Using a super-efficient method they invented to search for a type of cancer-related change in all genes of a cell, Dana-Farber Cancer Institute researchers have discovered new evidence about how the "microenvironment" of breast cancers helps drive the cancers' growth and migration.
The scientists found that non-cancerous cells surrounding young breast cancers -- the microenvironment -- undergo epigenetic modifications. (Epigenetic modifications affect genetic function and are passed along to the cell's offspring, but they don't alter a gene's actual structure or DNA.) The subtly altered gene function causes the microenvironment cells to send signals to the breast tumor cells to grow fast and become more aggressive.
"This is the first demonstration that epigenetic occur in the supportive cells of a tumor, and this further emphasizes that surrounding cells play an active role in cancer formation and growth," says Kornelia Polyak, MD, PhD. "These changes in the microenvironment may occur before breast duct cells undergo genetic changes that cause cancer, thus detecting the epigenetic alterations may be a means of early cancer diagnosis or even predicting cancer risk."
Polyak is senior author of the paper, which was posted this week as an advance online publication on the Nature Genetics web site. The first author of the paper is Min Hu, PhD, of Dana-Farber.
Polyak and her colleagues had previously shown that the genes in the microenvironment surrounding the breast's milk ducts were overactive, and that they continued to be overactive when their cells reproduced, even though their DNA had not been altered.
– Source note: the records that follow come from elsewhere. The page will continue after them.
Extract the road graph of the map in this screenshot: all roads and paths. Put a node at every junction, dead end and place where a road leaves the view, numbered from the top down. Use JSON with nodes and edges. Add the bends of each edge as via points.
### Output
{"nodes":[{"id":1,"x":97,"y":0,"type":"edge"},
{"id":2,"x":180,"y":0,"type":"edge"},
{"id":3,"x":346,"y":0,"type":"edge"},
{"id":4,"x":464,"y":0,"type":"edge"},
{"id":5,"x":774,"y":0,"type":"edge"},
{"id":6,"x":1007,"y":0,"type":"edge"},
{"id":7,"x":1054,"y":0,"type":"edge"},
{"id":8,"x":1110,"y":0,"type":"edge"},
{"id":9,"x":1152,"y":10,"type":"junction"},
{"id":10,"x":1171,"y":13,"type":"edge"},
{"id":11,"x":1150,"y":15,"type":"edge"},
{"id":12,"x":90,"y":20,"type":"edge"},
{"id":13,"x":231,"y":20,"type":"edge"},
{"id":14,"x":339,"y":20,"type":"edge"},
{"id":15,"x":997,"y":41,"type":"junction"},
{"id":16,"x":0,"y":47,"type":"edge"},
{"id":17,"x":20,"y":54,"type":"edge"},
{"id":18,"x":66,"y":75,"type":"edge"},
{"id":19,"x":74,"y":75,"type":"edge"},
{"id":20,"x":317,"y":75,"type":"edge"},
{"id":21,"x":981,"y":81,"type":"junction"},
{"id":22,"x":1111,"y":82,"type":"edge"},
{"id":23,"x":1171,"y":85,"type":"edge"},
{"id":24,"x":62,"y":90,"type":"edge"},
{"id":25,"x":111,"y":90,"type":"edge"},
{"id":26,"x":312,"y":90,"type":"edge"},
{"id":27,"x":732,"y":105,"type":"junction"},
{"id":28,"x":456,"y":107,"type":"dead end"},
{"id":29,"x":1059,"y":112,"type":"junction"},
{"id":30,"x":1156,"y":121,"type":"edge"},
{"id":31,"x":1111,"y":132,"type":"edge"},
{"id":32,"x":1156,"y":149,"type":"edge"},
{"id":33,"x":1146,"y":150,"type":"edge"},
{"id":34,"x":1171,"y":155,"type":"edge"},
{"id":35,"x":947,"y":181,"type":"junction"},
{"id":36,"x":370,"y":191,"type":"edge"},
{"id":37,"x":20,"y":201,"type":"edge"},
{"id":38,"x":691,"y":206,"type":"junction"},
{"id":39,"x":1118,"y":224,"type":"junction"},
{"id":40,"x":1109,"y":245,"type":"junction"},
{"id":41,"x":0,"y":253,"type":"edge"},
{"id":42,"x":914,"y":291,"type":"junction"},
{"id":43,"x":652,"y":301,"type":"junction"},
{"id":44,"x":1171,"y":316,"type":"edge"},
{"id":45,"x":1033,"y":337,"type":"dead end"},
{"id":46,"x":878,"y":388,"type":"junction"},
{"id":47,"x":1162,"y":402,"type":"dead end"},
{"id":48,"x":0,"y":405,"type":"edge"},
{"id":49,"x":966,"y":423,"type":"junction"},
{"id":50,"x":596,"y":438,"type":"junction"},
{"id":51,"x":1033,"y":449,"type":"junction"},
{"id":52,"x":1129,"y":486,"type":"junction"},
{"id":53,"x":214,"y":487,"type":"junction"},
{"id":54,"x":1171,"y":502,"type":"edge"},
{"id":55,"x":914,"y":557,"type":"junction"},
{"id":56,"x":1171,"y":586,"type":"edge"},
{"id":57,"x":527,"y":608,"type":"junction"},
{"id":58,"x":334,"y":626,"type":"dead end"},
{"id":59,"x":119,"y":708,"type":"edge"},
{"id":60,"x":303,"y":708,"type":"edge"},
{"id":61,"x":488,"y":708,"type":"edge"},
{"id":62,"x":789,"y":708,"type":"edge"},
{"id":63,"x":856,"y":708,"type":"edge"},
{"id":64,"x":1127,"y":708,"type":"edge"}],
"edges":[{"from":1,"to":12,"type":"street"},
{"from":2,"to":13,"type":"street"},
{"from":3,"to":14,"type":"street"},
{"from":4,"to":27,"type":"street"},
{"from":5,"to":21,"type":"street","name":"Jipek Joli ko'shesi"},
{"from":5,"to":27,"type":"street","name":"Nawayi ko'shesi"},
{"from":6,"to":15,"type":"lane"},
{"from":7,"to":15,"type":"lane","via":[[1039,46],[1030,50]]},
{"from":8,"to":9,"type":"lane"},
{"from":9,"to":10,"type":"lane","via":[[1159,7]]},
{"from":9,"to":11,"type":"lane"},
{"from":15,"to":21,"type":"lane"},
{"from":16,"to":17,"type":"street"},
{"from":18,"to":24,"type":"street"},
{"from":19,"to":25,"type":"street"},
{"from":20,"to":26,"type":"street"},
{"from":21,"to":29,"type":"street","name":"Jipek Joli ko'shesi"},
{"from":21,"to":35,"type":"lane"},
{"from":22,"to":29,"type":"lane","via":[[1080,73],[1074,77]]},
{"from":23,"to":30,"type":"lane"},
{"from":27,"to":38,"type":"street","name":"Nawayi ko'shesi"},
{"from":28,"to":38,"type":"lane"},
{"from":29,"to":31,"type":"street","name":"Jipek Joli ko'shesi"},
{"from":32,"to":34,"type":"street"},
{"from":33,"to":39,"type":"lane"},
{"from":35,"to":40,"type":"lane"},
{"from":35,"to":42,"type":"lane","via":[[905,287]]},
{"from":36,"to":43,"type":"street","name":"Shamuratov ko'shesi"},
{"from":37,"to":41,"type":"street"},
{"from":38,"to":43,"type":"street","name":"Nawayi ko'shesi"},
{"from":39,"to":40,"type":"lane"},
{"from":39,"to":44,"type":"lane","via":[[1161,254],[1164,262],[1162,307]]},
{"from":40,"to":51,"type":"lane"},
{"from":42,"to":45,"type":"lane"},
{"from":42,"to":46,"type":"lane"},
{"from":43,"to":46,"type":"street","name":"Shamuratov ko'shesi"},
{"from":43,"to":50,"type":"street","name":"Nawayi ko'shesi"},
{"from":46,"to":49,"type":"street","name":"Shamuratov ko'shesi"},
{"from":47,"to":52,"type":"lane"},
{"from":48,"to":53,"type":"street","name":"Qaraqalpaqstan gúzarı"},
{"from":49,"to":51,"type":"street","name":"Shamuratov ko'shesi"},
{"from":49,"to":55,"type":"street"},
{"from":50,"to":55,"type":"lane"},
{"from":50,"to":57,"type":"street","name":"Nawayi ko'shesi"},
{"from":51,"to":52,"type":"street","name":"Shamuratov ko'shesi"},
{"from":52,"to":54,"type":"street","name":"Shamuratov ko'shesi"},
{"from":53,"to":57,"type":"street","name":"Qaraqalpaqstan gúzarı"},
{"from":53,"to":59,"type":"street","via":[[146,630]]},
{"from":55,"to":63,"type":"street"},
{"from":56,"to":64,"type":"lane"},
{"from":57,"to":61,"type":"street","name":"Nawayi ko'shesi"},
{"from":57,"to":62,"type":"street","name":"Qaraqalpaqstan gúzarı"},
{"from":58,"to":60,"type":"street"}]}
She suspected that the methylation state of the cells' DNA was being inherited. A gene's activity can be regulated by a kind of chemical switch process, methylation, when units called methyl groups are added or removed from the gene's DNA. The on-off pattern of methylation in a cell's genes can be passed from one generation to another, even when the DNA remains unchanged. This is an example of an epigenetic modification.
Cancer is often associated with less-than-normal methylation of cells' DNA. Techniques exist for checking the methylation state of a cell, gene by gene. But Polyak and her colleagues, looking to obtain the methylation pattern of a cell's entire genome (approximately 20,000-25,000 genes) at once, devised a method called Methylation Specific Digital Karyotyping (MSDK) that can read a cell's complete methylation profile. Polyak and her colleague obtained a profile of the entire genome in a few weeks, a task that would have taken several weeks to months, if it was even possible, using conventional methods.
Using MSDK to study breast cancer tissue, the scientists tested the epithelial and myoepithelial cells that line the breast ducts, and the surrounding cells, known as stoma, including fibroblasts. They found that in all of these cell types, gene expression was altered by epigenetic methylation changes that were not present in normal breast tissue cells.
Most breast cancers develop in the inner lining of the breast's milk ducts. Some cancerous lesions remain confined within the ducts for years -- called ductal carcinoma in situ or DCIS. Others become invasive, breaking through the walls of the duct into the breast tissue, and threatening to metastasize throughout the body. In previous work, the Dana-Farber scientists showed that the stromal cells of the microenvironment, while not malignant themselves, can goad the cancer cells within the duct into more aggressive action. This insight, the researchers commented, provide a rationale for future chemotherapy that targets the stromal cells as well as the tumors themselves.
In addition to furthering scientific understanding of how breast cancers grow, the method and the new findings could aid in the discovery of biomarkers, or physical changes that could be used in the early detection of breast cancers before they can be diagnosed by conventional means.
Polyak said that Dana-Farber has filed for a patent on the method and the genes identified as aberrantly methylated in the various cell types, and is working with a company to use it for the development of diagnostic tools for early breast cancer diagnosis.